I’ve been in journalism nearly six years now and I can’t count the number of times that I haven’t been invited out because a friend argues, “I knew you wouldn’t be able to get off of work anyway.”  So, I thought my assumption was coming from a place of knowledge.

I’ve learned more recently that it depends largely on the person you meet. A journalist needs someone who cares enough to not be burdened by the changing of plans or constant rescheduling. That’s the key, and I’m here to say I think I finally found that in my beautiful girlfriend Hillary.

We met online; more specifically on match.com, and from the moment of our first blind date I knew I was in trouble. You see, talking with her, even early on, felt more like I was catching up with someone that I had known for 10 years, rather than just 10 minutes.

She’s the first person I’ve ever dated that makes me feel like I can truly be my own geeky self. There’s no judgment, except when I wear cargo shorts.

For example, I wear contact lenses most of the time because I hate wearing my glasses. I’ve had them for years, they’re scratched, dinged and sit crooked on my face because of years of abuse. I almost never wear them, even if my eyes are sore and red because of the hours upon hours I have the smaller lenses crammed into my face.

I was terrified the first time I wore them in front of Hillary. We hadn’t been together too long and I thought once she saw the nerd badge clinging to my face she’d get a phone call “from a friend in trouble” and that would be it, but that wasn’t the case.
There was no friend in need, instead she said “you look cute in your glasses.” I know this sounds stupid, but no one — not even family members — had ever said that to me before. I was smitten. She was the one I’d been waiting for.

It, of course, grew from there. We spent more and more time together and I thought that eventually she’d get bored and move on, but it just kept getting stronger.

Friends used to tell me that when a relationship is right you know it. It just works. I never believed any of that until now. There have been a few small hiccups along the way, a few arguments, but each has made us stronger as a couple.

I’ve become a better person since she entered my life. I feel better and look forward to each day as it comes.

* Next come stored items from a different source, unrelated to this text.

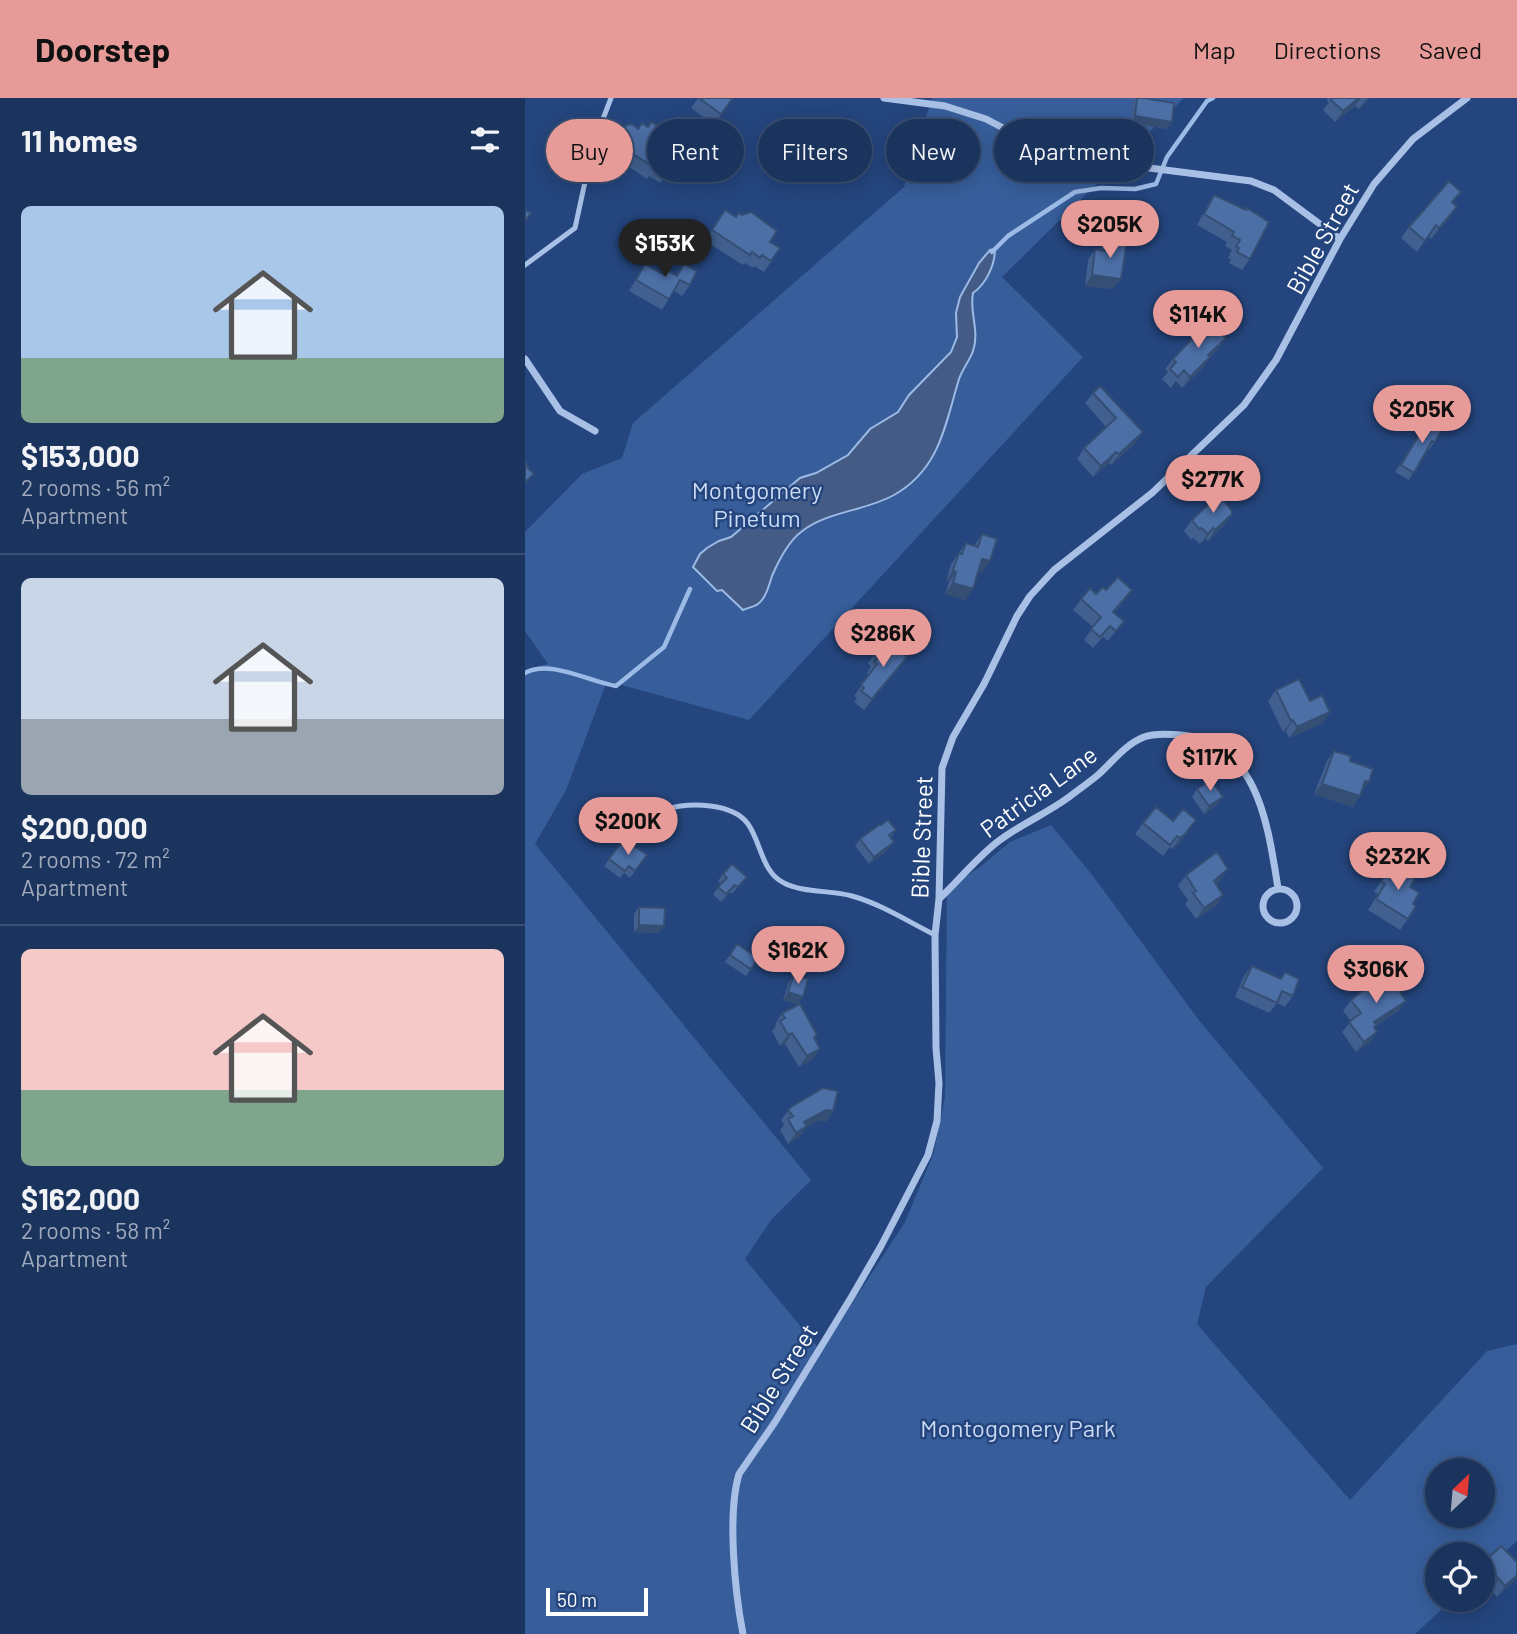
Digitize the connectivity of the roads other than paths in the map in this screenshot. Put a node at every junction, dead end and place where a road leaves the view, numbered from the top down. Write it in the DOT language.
graph roads {
  1 [pos="611,98"];
  2 [pos="884,98"];
  3 [pos="1467,98"];
  4 [pos="1340,239"];
  5 [pos="525,265"];
  6 [pos="525,359"];
  7 [pos="595,432"];
  8 [pos="633,834"];
  9 [pos="1278,888"];
  10 [pos="939,899"];
  11 [pos="935,935"];
  12 [pos="743,1634"];
  1 -- 5 [label="lane"];
  2 -- 4 [label="street"];
  3 -- 4 [label="street, Bible Street"];
  4 -- 10 [label="street, Bible Street"];
  6 -- 7 [label="street"];
  8 -- 11 [label="lane"];
  9 -- 9 [label="street, Patricia Lane"];
  9 -- 10 [label="street, Patricia Lane"];
  10 -- 11 [label="street, Bible Street"];
  11 -- 12 [label="street, Bible Street"];
}
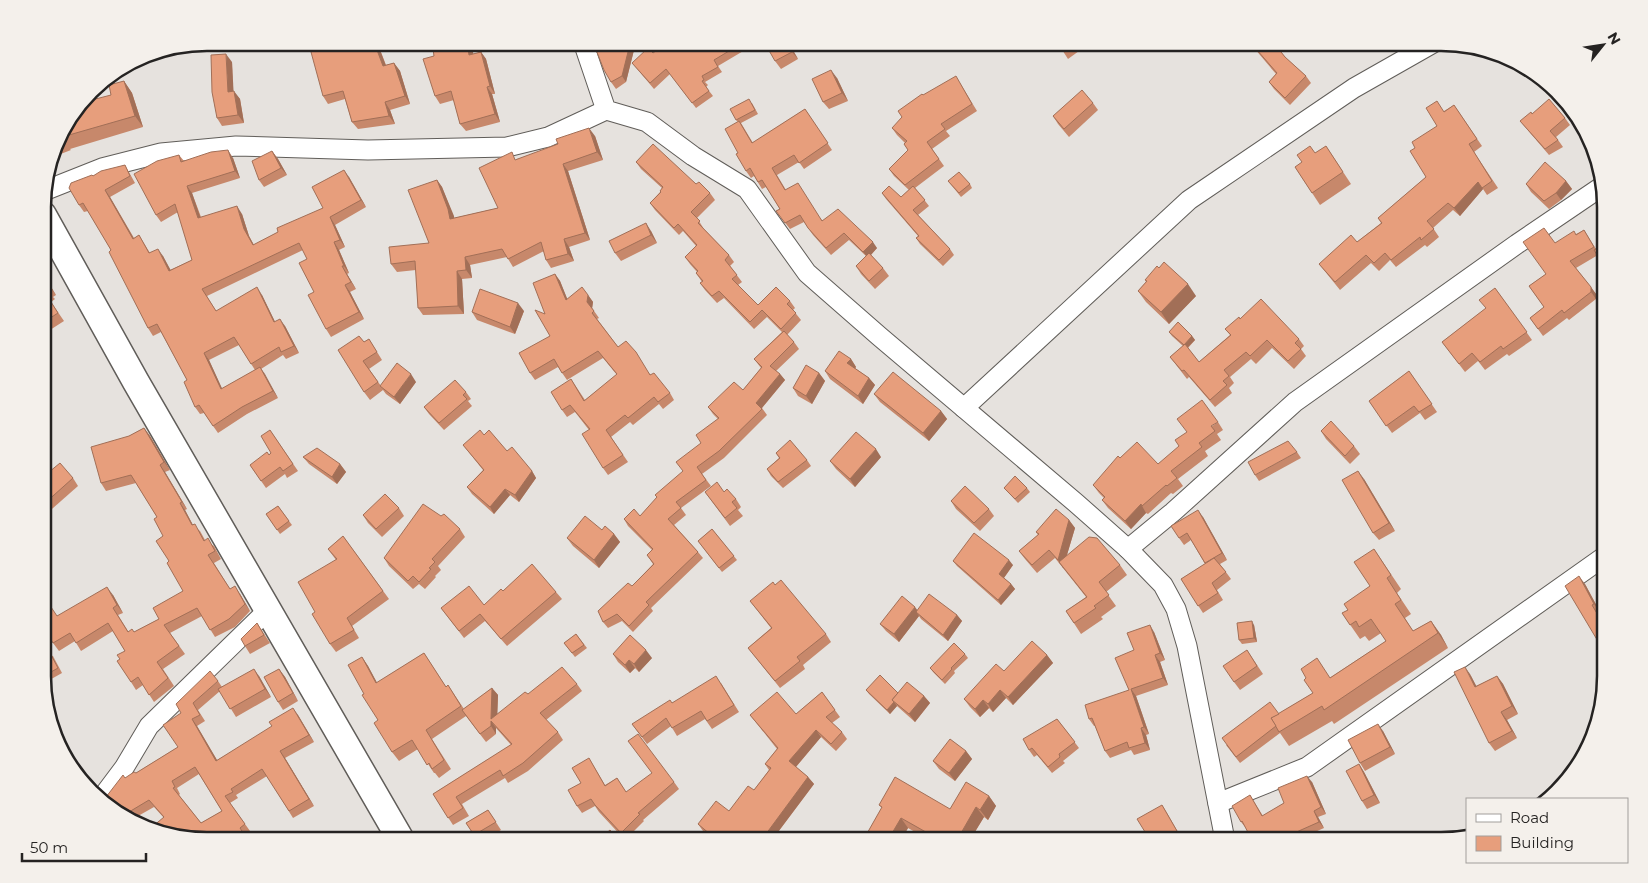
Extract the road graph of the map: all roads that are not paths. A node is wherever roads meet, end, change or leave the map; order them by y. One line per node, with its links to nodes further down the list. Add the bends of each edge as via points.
1 (1419, 51): 7 (street, via 1354,88 1189,200)
2 (586, 52): 3 (street)
3 (606, 110): 4 (street, via 548,136 508,147 368,150 236,146 161,153 102,168); 7 (street, via 647,122 747,190 807,273)
4 (53, 187)
5 (1595, 191): 8 (street, via 1296,402)
6 (52, 231): 10 (main road)
7 (964, 408): 8 (street)
8 (1128, 549): 12 (street, via 1163,585 1176,609 1187,646)
9 (1597, 562): 12 (street, via 1307,768)
10 (268, 610): 11 (street, via 148,726); 14 (main road)
11 (105, 794)
12 (1218, 803): 13 (street)
13 (1223, 831)
14 (396, 832)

That being said, I don’t want to be a lonely journalist anymore.

(I apologize for this next part. I will proceed to ignore all of the readers of this column except one.)

Hillary, I love you. I find myself longing for your caring soul, your warmth and those gorgeous blues eyes that sparkle when you laugh. You bring me so much happiness on a daily basis and you fill my heart with so much joy that it overflows.

You mean so much to me and I honestly can’t picture my life without you and I don’t want to.

So, I’m hoping that you’ll ignore the ink stains on my shirts and continue making me the happiest man on the planet. Will you marry me?